Structure description

Isatins (indole-2,3-diones) are used in the synthesis of a large variety of heterocylic compounds (da Silva et al., 2001 ). Isatin and its derivatives have been reported to show pharmacological actions such as antimicrobial, anticancer, antiviral, anticonvulsant, anti-inflammatory and analgesic (Bhrigu et al., 2010 ). Biological properties of isatin include a range of actions in the brain and offer protection against certain types of infections (Pandeya et al., 2005 ). They have been evaluated for antibacterial and antifungal activities (Ramachandran, 2011 ), and have been reported to possess anti-MES activity (Smitha et al., 2008 ).

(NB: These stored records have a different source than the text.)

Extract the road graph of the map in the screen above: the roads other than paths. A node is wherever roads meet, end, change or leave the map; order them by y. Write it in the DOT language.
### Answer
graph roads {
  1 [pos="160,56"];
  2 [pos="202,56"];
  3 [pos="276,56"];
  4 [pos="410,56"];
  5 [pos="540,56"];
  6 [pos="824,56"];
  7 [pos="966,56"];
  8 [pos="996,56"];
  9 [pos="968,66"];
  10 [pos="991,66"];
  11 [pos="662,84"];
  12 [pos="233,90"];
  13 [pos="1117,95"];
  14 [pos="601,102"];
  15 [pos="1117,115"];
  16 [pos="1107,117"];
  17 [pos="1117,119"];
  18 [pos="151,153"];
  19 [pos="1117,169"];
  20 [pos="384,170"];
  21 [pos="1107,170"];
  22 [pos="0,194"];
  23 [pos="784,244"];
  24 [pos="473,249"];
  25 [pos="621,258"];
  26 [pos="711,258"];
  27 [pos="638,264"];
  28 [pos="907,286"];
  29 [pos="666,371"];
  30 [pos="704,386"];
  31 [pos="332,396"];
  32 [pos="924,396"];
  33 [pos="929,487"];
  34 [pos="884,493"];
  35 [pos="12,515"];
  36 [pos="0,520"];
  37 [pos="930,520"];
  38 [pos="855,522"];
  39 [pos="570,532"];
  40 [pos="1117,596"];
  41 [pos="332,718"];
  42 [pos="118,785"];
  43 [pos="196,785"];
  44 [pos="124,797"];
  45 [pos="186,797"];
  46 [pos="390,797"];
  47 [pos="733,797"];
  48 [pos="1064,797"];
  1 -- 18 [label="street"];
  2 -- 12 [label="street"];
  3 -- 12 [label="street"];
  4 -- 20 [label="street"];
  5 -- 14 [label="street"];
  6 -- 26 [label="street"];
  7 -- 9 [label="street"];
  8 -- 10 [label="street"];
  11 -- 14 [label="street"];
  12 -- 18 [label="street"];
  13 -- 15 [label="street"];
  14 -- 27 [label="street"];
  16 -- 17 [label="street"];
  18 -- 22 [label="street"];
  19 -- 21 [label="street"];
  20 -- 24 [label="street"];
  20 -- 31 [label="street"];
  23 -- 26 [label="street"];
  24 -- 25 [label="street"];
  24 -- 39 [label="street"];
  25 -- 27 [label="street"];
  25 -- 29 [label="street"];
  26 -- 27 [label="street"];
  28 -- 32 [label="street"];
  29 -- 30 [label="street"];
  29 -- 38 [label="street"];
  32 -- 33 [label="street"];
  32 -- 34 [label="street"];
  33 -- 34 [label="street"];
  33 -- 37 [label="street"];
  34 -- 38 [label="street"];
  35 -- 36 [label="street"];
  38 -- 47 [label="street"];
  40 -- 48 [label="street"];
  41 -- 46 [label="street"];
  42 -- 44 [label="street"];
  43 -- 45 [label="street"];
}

In the title compound, Fig. 1, the indoline ring is planar (r.m.s. deviation = 0.009 Å). Atom Cl1 is displaced from this mean plane by 0.036 (1) Å, while the O atoms, O1 and O2, lie in the plane of the ring system. The indoline ring is nearly perpendicular to the mean plane passing through the 1-propynyl chain as indicated by the C8—N1—C9—C10 torsion angle of 91.0 (2)°.

Figure 1
The molecular structure of the title compound, showing the atom labelling. Displacement ellipsoids are drawn at the 50% probability level.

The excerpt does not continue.